Action item —
Search the data for the string "dead" and extract every line where it appears.

Data under study —
_ _ _ _ _

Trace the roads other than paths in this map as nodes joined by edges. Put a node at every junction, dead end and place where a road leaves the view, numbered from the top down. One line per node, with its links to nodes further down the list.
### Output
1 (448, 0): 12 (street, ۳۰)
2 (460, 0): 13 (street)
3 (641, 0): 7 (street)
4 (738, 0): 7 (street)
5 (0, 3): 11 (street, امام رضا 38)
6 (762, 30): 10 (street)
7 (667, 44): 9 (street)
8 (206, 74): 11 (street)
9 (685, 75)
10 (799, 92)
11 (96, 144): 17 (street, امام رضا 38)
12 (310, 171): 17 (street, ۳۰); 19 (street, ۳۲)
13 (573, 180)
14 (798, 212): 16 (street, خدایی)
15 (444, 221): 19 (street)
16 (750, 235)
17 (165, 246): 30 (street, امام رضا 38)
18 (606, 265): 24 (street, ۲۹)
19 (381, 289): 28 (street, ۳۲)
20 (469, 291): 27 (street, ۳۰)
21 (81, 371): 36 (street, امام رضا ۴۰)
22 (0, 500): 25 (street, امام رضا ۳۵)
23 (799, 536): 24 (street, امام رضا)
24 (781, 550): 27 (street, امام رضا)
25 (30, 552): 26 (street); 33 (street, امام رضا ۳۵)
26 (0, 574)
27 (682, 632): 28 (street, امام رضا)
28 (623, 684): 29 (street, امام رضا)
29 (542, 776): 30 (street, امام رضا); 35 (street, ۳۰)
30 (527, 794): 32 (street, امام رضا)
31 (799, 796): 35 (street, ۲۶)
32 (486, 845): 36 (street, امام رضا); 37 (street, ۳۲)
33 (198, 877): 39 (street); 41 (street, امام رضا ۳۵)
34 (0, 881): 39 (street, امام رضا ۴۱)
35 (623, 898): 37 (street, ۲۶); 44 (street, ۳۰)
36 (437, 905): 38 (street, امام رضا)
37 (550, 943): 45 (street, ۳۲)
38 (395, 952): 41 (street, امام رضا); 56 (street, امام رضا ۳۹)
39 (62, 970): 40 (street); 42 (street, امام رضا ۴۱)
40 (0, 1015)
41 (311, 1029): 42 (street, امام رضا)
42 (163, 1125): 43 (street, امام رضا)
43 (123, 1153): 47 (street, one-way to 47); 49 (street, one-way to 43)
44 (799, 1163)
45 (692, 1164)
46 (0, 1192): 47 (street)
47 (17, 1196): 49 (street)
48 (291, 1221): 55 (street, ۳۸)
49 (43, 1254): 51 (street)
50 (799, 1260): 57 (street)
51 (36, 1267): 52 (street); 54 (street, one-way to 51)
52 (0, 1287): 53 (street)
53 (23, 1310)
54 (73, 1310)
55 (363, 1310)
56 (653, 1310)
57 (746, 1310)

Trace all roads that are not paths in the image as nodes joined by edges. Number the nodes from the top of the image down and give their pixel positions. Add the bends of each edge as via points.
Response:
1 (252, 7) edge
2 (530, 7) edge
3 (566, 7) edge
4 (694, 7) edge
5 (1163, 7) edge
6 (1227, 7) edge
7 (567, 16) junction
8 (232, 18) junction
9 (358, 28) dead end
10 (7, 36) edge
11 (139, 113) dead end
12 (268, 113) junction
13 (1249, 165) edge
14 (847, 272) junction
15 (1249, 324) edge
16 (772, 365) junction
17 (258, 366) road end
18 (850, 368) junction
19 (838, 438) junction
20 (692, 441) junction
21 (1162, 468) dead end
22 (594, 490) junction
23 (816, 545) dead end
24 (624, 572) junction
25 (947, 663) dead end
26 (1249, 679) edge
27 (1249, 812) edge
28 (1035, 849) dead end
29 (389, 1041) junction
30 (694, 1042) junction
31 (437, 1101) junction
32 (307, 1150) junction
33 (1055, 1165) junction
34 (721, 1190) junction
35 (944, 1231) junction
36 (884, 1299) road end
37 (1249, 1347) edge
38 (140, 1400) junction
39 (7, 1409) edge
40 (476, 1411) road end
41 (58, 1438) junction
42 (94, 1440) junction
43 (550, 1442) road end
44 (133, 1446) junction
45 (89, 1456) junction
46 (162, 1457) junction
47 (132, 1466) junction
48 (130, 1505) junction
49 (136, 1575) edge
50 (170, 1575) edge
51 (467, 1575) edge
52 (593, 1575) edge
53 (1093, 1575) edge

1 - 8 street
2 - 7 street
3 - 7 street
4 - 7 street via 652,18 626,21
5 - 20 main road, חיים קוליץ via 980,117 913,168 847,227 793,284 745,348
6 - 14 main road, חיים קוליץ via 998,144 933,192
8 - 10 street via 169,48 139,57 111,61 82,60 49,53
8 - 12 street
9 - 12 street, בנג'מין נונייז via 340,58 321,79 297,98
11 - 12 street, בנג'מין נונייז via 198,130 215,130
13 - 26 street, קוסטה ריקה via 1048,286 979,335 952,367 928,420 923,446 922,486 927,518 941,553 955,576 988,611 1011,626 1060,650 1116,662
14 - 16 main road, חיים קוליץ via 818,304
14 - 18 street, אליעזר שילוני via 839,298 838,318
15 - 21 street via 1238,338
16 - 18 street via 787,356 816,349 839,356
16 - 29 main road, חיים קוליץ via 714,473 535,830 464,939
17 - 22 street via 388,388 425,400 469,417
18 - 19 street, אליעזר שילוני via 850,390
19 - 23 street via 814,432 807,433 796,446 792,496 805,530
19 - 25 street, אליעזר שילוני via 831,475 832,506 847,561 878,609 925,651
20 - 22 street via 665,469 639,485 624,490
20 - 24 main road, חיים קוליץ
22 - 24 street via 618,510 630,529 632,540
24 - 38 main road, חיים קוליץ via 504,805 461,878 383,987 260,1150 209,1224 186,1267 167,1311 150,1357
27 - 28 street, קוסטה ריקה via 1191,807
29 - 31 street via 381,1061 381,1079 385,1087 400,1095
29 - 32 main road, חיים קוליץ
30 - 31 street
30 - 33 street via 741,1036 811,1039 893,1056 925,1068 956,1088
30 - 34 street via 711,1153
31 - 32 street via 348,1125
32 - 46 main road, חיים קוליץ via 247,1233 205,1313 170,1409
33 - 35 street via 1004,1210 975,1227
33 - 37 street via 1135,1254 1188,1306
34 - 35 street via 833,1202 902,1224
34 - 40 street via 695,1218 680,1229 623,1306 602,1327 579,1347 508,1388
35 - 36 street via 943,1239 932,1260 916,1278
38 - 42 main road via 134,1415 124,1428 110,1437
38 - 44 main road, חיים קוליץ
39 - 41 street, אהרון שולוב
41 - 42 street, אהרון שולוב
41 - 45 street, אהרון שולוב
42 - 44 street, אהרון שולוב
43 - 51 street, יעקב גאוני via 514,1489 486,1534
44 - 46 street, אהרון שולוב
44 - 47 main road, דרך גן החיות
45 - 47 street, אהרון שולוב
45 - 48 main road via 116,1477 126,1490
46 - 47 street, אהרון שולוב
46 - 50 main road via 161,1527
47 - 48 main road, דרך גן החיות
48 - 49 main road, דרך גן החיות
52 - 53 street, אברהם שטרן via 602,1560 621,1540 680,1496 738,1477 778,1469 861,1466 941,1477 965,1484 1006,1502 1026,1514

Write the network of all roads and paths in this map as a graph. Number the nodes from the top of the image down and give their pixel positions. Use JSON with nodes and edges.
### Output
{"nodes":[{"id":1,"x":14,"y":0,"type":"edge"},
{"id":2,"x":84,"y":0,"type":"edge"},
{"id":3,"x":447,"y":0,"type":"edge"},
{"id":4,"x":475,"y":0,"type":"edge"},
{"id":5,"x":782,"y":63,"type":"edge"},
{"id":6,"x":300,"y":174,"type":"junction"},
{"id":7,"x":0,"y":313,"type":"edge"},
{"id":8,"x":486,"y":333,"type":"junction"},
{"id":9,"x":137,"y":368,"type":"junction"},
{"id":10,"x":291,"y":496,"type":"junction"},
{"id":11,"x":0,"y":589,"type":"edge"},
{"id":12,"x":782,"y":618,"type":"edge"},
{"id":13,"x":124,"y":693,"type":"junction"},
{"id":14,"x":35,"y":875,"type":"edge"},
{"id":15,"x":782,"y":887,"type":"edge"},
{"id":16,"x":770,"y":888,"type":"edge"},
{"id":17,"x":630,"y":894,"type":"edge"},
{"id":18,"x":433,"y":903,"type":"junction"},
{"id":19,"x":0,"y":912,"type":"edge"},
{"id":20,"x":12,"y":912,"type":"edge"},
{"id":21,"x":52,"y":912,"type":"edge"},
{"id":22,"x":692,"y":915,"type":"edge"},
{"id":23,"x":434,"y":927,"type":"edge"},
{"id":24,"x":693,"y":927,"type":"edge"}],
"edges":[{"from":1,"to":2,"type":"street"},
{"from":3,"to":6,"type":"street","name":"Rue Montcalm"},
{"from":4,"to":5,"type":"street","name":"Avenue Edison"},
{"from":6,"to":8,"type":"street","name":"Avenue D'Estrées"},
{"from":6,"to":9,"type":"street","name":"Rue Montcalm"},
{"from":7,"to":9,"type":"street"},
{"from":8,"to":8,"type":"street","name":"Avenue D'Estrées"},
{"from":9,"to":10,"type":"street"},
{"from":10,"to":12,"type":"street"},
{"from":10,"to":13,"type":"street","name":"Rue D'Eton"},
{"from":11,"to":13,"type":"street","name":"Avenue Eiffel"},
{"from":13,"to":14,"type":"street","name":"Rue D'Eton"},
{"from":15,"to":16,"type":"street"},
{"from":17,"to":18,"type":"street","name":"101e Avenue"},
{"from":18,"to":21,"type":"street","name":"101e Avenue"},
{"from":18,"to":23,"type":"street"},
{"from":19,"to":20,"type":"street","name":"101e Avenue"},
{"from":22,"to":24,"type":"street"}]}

_ _ _ _ _

Written solution —
Trace the roads other than paths in this map as nodes joined by edges. Put a node at every junction, dead end and place where a road leaves the view, numbered from the top down. One line per node, with its links to nodes further down the list.
9 (358, 28) dead end
11 (139, 113) dead end
21 (1162, 468) dead end
23 (816, 545) dead end
25 (947, 663) dead end
28 (1035, 849) dead end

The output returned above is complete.